Court construes meaning of a war risks marine policy (including the term “malicious”)/whether a perverse foreign judgment breaks the chain of causation/sue and labour provisions

http://www.bailii.org/ew/cases/EWHC/Comm/2014/4133.html

When the claimant’s vessel was being loaded in Venezuela, an underwater inspection revealed that  bags of cocaine had been strapped to its hull. The drugs had been affixed by persons unknown  (presumably a drug cartel). The vessel was detained and the crew arrested. The vessel was abandoned  by the owners two years later and eventually confiscated by the Venezuelan authorities following a  court order. The claimant owners  claimed under their war risks insurance policy. It was accepted  that the vessel was a constructive total loss.

The policy provided cover for “malicious damage” and “malicious mischief” and “loss of the  vessel…caused by…any person acting maliciously”. It was common ground between the parties that what  constituted “malice” was the criminal law definition, which includes recklessness. The decision of  Colman J’s decision in “The Grecia Express” (2002) was cited: “the words therefore cover casual or random vandalism and do  not require proof that the person concerned had the purpose of injuring the assured”.

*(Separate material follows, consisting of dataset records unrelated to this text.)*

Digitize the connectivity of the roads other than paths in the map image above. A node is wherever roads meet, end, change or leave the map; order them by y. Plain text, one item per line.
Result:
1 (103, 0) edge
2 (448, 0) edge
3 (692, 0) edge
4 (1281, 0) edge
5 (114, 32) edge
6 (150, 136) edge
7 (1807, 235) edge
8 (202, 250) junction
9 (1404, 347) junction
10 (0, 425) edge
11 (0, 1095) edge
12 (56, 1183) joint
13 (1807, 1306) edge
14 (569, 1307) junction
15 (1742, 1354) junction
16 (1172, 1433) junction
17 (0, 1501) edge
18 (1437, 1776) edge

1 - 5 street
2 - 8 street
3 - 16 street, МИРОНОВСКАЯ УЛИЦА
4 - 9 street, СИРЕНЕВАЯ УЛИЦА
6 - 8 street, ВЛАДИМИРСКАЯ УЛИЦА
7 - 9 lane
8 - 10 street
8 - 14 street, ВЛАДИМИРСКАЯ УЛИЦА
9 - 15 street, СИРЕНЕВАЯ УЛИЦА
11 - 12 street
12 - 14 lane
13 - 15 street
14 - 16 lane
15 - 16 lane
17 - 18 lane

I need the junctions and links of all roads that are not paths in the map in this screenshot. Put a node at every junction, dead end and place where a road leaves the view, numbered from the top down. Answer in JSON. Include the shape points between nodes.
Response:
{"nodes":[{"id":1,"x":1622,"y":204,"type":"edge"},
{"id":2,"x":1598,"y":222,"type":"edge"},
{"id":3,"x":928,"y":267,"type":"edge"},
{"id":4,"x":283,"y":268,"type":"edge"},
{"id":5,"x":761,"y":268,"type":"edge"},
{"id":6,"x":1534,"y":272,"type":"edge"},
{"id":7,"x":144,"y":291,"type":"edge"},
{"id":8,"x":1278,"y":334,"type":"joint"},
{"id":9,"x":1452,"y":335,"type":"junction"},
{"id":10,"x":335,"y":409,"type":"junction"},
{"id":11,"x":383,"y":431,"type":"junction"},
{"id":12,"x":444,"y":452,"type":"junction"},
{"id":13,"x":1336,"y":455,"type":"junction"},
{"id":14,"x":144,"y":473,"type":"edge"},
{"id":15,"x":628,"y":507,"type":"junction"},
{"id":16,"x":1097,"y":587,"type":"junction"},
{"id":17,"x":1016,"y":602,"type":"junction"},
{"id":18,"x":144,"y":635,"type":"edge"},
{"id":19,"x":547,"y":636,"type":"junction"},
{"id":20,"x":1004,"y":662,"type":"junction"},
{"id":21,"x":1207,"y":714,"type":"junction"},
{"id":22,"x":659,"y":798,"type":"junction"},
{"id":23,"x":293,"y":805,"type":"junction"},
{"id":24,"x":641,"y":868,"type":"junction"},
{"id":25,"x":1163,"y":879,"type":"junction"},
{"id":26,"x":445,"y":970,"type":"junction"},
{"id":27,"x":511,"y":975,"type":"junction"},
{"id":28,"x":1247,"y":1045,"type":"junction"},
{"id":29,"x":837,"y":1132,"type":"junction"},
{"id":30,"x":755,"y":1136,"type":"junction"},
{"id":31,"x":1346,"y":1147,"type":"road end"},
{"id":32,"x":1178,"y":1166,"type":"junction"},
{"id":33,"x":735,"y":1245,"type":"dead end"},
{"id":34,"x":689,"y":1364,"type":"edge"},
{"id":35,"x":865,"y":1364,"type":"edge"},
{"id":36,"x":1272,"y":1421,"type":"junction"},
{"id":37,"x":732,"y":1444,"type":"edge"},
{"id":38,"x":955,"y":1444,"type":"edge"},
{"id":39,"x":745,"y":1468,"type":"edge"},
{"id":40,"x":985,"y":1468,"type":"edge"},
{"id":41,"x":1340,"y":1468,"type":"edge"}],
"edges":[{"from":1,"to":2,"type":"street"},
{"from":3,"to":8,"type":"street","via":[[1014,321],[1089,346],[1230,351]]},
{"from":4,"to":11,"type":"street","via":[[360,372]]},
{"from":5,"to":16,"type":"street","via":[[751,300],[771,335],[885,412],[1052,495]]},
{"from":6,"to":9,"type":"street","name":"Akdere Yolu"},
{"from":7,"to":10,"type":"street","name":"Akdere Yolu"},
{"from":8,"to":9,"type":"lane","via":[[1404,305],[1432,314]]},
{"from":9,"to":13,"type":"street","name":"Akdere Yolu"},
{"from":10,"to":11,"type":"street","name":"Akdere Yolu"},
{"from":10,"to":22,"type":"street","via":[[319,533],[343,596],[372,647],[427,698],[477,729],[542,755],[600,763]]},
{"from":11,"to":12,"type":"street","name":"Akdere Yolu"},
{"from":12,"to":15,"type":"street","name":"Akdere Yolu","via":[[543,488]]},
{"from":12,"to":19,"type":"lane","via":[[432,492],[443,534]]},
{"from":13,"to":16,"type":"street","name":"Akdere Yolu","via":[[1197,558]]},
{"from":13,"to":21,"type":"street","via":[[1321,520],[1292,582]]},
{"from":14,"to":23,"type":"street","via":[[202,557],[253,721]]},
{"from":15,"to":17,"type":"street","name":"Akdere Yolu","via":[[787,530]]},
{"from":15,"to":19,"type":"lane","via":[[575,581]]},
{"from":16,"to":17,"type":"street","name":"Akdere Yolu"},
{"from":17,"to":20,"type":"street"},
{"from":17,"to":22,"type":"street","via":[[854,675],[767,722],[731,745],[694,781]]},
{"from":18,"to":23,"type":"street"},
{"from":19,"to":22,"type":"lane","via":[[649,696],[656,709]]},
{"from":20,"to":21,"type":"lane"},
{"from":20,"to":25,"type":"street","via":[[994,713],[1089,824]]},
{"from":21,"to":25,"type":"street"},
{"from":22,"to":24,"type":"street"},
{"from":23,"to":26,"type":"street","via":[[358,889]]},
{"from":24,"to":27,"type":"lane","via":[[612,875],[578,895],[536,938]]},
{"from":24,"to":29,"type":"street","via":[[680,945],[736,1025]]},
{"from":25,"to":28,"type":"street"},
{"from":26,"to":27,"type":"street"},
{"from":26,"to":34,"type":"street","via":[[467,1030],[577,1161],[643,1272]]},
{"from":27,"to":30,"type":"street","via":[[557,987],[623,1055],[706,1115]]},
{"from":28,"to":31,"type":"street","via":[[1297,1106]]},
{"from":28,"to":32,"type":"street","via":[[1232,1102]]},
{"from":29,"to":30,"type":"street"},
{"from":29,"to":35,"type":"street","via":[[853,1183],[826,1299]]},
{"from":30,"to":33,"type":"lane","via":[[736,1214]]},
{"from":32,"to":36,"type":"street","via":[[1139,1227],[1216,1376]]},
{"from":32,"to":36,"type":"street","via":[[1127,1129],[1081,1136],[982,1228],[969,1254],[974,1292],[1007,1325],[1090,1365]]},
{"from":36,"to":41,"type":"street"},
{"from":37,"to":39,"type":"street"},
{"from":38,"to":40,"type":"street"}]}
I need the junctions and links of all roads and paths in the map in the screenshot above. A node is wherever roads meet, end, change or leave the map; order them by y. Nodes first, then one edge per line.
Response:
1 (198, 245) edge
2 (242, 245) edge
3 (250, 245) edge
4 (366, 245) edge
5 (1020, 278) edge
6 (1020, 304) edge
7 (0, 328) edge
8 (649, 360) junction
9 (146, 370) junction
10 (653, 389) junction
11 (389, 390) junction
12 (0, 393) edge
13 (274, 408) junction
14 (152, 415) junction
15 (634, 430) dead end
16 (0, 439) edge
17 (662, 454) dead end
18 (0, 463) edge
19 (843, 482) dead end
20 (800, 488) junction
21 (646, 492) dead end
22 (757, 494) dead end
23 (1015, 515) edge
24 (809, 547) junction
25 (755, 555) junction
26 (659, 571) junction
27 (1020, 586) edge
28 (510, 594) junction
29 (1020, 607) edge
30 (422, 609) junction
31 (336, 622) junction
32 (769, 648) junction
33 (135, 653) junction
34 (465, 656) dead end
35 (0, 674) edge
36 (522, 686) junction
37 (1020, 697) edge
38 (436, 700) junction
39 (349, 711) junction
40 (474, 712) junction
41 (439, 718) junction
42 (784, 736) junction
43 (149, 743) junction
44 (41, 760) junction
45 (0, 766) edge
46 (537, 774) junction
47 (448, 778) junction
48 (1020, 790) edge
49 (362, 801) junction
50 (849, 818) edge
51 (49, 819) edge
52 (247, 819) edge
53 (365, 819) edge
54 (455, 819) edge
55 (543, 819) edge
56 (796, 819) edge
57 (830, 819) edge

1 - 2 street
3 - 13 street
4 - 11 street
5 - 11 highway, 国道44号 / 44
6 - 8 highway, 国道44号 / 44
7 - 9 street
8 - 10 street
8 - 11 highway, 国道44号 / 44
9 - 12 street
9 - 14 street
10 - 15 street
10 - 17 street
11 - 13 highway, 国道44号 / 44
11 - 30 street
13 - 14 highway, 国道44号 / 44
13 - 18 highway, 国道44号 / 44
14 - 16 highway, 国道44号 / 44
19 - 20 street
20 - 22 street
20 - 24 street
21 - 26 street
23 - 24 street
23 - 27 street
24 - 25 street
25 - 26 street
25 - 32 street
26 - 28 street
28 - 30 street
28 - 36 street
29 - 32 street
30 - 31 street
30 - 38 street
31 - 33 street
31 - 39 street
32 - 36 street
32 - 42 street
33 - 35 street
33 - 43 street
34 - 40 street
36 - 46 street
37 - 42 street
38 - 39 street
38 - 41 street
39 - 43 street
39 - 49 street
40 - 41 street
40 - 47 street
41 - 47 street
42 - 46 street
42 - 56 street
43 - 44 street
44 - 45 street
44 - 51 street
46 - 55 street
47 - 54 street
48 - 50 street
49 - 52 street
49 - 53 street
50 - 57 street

However, the insurers sought to rely on two exclusions in the policy:

  1. Loss arising from “detainment, confiscation….by reason of infringement of any  customs…regulations”. Insurers made an important concession: namely, that the deliberate acts of  the Venezuelan authorities (in placing drugs on the hull in order to facilitate the confiscation of  the vessel) would not have triggered the exclusion. Flaux J held that this indicated that the  insurers accepted that there was an implied limitation to the scope of the exclusion. The judge saw  no reason to distinguish between that scenario and the present case where the malicious (albeit  there was recklessness here, rather than actual malice) acts of a drug smuggler   had led to the  vessel being detained. To conclude that the exclusion applied to this case would, he said, “not  accord with the spirit of the policy”. He concluded that “as a matter of construction of the policy  in this case, the exclusion does not apply where the infringement is brought about by the malicious  act of a third party”.
  2. Loss arising from “the operation of ordinary judicial process, failure to provide security….”  The insurers’ argument here failed because the claimant had taken reasonable steps to provide security (and it was likely that the Venezuelan authorities would have insisted on  security for the full value of the vessel, and that is unlikely to have been acceptable to either  the claimant or the insurers).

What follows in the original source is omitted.